〜 〜 『 寅 の 読 書 室 』 〜 〜
 

2009/05/20 (水) 井伊 直弼 (二)

狭量な判断で、有為の人材を処刑

「開国」 は避けられない事態であった。
当時の先覚者が見通していた通り、日本には黒船に対抗できる大砲も海軍もないからである。
ならば、それを覚悟の上で、条約を結ぶのならいかに有利な形で結ぶか、あるいは、いかに大砲や海軍を装備するか、あらかじめ準備することはいかようにも出来たはずだ。

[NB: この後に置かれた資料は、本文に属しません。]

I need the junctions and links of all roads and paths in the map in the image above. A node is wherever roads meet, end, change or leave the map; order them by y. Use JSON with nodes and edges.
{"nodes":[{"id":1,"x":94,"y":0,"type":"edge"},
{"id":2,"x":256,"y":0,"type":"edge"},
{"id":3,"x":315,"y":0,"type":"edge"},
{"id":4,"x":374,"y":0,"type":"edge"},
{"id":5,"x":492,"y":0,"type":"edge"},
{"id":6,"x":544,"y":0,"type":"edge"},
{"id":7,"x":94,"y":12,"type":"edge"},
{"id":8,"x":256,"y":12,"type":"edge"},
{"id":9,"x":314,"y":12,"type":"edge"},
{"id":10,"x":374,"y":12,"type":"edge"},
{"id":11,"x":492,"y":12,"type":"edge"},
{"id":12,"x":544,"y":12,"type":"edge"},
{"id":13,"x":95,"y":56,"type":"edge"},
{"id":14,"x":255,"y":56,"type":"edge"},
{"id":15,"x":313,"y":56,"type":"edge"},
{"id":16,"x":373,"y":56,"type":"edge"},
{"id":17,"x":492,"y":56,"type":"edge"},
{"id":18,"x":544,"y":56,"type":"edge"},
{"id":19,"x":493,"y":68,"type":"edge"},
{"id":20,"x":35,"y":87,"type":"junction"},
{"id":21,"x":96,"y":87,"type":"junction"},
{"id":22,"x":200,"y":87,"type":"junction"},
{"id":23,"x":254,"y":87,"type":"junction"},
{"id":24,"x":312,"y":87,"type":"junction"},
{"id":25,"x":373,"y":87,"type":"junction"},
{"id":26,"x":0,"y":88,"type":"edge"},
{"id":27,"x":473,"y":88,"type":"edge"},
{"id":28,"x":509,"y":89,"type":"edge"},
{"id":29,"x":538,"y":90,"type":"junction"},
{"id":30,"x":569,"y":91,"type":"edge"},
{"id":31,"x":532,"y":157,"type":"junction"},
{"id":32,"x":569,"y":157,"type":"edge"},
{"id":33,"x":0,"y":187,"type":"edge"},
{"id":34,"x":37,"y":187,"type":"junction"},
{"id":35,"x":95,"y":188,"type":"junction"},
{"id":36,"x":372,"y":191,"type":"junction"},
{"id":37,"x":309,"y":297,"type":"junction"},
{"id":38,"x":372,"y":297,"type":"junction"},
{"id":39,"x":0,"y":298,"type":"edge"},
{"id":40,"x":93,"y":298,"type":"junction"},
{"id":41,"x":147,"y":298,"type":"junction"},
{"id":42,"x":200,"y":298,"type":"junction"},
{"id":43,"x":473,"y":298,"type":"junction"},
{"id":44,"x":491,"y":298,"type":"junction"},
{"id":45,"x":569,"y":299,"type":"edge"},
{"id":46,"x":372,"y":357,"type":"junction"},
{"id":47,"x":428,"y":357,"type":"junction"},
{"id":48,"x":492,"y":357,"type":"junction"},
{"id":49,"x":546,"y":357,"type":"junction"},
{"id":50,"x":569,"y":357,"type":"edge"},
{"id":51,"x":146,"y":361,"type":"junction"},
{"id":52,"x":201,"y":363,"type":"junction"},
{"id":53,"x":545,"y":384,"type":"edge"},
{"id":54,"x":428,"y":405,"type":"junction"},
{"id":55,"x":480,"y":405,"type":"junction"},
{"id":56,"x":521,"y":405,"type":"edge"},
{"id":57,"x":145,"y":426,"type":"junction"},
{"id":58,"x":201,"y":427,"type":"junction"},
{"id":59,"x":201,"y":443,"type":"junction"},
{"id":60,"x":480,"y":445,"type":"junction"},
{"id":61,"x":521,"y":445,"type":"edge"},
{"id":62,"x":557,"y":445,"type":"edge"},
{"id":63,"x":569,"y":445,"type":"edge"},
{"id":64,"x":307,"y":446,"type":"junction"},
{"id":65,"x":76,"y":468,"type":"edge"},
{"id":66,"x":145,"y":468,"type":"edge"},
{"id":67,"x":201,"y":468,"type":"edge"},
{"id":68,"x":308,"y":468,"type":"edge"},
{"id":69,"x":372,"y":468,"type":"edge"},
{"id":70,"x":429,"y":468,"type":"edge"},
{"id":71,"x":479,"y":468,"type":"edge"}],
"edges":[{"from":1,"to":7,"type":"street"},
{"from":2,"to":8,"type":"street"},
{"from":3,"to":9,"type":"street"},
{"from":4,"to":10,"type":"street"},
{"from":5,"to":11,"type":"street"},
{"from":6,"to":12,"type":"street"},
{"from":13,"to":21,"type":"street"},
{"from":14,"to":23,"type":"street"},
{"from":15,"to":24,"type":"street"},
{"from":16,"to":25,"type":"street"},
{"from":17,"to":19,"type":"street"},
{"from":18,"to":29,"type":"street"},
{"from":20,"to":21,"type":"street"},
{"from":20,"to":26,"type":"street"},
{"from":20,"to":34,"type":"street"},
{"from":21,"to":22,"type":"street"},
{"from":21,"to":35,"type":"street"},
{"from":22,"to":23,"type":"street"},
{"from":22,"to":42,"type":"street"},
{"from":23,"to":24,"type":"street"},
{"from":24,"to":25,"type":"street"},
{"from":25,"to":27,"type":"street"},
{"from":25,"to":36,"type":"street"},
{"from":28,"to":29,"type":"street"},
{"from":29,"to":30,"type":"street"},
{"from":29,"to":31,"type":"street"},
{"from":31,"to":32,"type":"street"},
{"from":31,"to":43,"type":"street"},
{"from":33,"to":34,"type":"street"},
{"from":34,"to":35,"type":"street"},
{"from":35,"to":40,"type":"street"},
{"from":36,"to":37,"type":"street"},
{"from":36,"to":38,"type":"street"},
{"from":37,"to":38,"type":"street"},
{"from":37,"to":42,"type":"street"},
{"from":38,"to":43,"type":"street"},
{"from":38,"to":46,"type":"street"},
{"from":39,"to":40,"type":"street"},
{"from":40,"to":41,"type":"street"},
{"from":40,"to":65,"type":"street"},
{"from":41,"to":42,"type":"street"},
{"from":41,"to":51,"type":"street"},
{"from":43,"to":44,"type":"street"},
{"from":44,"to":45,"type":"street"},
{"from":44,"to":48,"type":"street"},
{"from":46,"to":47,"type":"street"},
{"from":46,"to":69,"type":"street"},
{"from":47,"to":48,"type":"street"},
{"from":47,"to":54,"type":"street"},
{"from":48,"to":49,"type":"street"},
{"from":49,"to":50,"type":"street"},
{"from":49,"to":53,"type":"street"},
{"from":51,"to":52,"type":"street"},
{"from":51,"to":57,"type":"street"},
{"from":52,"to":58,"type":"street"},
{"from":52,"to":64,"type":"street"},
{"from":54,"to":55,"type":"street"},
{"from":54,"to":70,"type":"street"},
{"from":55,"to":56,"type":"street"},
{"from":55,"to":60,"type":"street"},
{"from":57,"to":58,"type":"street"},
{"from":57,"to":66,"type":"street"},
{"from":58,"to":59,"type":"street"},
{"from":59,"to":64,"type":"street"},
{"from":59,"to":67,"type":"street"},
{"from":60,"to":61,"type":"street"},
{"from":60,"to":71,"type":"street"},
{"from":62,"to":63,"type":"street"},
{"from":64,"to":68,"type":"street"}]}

しかし、幕府の対応はすべて 「泥縄式」 で終った。
だから直弼による開国、具体的に言えば日米修好通商条約の調印によって、日米間のみならずヨーロッパ諸国とも著しい 「不平等」 が生まれたのは、直弼だけの責任ではない。むしろ彼は前任者の 「先送り」 のツケを払わされたといってもいい。あそこで直弼が決断しなければ、ペリーは大砲を江戸城近くに撃ち込み、もっと屈辱的な形で 「条約」 を結ばされていただろう。アメリカは公益にかけて引き下がるつもりはなかったからだ。
ところが 「ガイジンは斬り殺せばいい」 「脅せば去る」 などと叫ぶ攘夷論者は、直弼の事を口を極めて非難する。しかし、 「ケシカラン」 と叫ぶ彼らには、日本を守る具体策など何もない。ちょうど現代の護憲論者とそっくりで 「憲法を守れ」 と口々に叫ぶが 「では侵略されたらどうする?」 との問いに対する具体的な答えは何もない。というか、それを考えるのを拒否する。それを考えたら 「護憲」 の不可能がわかり都合が悪いからだ。
攘夷と護憲は 「空想的国防論」 という点ではまるで同じで、この時代攘夷論者がしばしば口にしたのは 「ぶらかし」 ということだった。要するに 「口先でたぶらかしてごまかせ」 ということで、結局 「問題の先送り」 になるだけだが、こういう連中にとっては、 「考えなくて済む」 だけでもありがたいことだった。
実際に政治を担当しなければならない直弼にとって、こういう連中の無責任さには腸が煮えくりかえる思いがしただろう。それなのに、彼等は幕府が勅許 (天皇の許可) を得ずして開国したのを 「違勅の罪」 だと責めたてる。こんな 「口舌の徒」 に国を任せておけないと直弼は考えたのだろう。
そこまでは当然だ。ところが問題は直弼が 「坊主憎けりゃ袈裟まで憎い」 とばかりに、攘夷論者をすべて幕府の敵と考えたことだ。
世の中には様々な考え方があるし、ひと口に攘夷論者と言っても水戸斉昭 (ナリアキ) のようにヒステリックなものもいれば、吉田松陰のようにアメリカ留学を志す者もいる。ひとつにはくくれない。
ところが直弼はこれらすべてを 「幕府に仇なす者」 と見た上で、安政の大獄で殺せる限り殺してしまった。水戸斉昭は御三家の当主だから処刑は出来なかったが隠居に追い込み、吉田松陰、橋本左内ら多くの有為の人材を処刑した。せめて流罪にしておけば直弼の評価もかなり違ったろう。人の上に立つ人間として、直弼はあまりにも狭量だった。